Я промолчала. Я не пахла ни щенком, ни попугайчиками, ни даже рыбками, с которыми познакомилась позже: у них у всех был свой запах — и у воды, и у птиц. Вода пахла совсем немного, птицы — чуть больше: остро, словно давно не мытые волосы, но даже приятно. Я была очень тощая, мои собственные волосы были бесцветны и похожи на паклю, а глаза смотрели неизвестно куда. Я была уродкой и не умела читать. Меня звали идиотским именем Мирабелла. Моя мать была наркоманкой и умерла. У меня никого не было, даже щенка, который был бы моим час или два… но это все равно было бы счастьем.
Мне было шесть лет, и я попала в детдом. С этого началось мое детство. Потому что все, что было до этого, назвать детством было нельзя.
Я отложил рассказ… о детстве? Щенке? О девочке с косящими глазами? О чем? Да… все-таки о детстве! Сел на кровать. Потер лицо. Снова взглянул на четыре распечатанных на принтере листка. Не поместилось на трех. Полпредложения… и она — та, которая сидела на холодной черной лестнице детдома, там, где пожарный выход и где никогда никого не бывает… даже тех, кто бьет, — она взяла из пачки еще один. Аккуратная девочка в застиранном платьице, со спутанными бесцветными волосами и бумажным носовым платком в кармашке. Там, на пустынной лестнице, никогда никого не бывает… только прячутся те, кого бьют…

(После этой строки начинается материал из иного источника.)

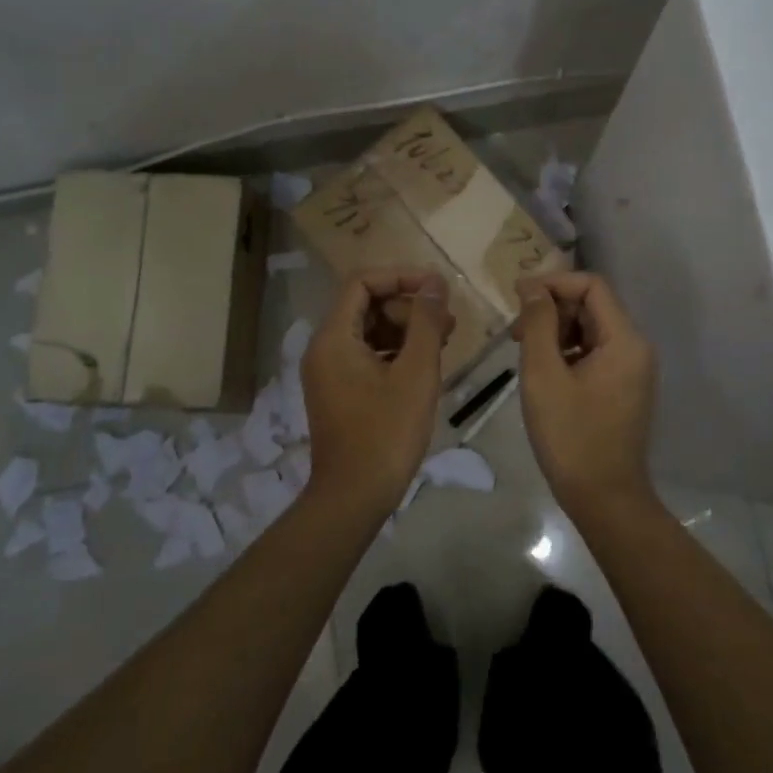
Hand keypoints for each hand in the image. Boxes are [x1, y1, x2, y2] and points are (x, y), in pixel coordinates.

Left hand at [301, 268, 453, 512]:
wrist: (354, 496)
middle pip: (366, 305)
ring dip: (406, 329)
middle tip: (448, 321)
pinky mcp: (339, 391)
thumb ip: (426, 322)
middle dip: (408, 306)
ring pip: (369, 331)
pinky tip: (425, 364)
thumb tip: (435, 283)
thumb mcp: (416, 373)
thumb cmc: (387, 433)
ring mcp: (329, 372)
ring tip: (445, 341)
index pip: (362, 282)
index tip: (437, 287)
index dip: (401, 276)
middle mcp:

Хорошо написано. Даже и править нечего. И не хочется тут ничего править. И мне… мне нечему учить эту, которая писала! Если она и была той косящей, не умевшей читать в свои шесть, когда уже пора в школу, девочкой, то она давно выросла… Или так и осталась там, в своем детстве? Навсегда осталась дочерью умершей от передоза наркоманки? Впрочем, тут не написано, что именно от передоза. Просто напрашивается…
Я вскочил и заходил по комнате — своему рабочему кабинету, спальне… камере с вечерним пейзажем в раме окна: сталью реки-озера и огнем, калившим эту сталь сверху, — закатом. То, что было в этих листках, также казалось огнем. Или же сталью? И то и другое может убить, сжечь, разрезать на кусочки целое, которое уже не собрать обратно. Не сделать целым, даже если сшивать очень аккуратно. Все равно получится зомби, Франкенштейн! То, что было внутри этих листков, никак не могло быть детством. Тем, каким оно было у меня. Какое было у остальных десяти: мороженое, воздушные шарики, первый раз в первый класс, бабушка, дача, море…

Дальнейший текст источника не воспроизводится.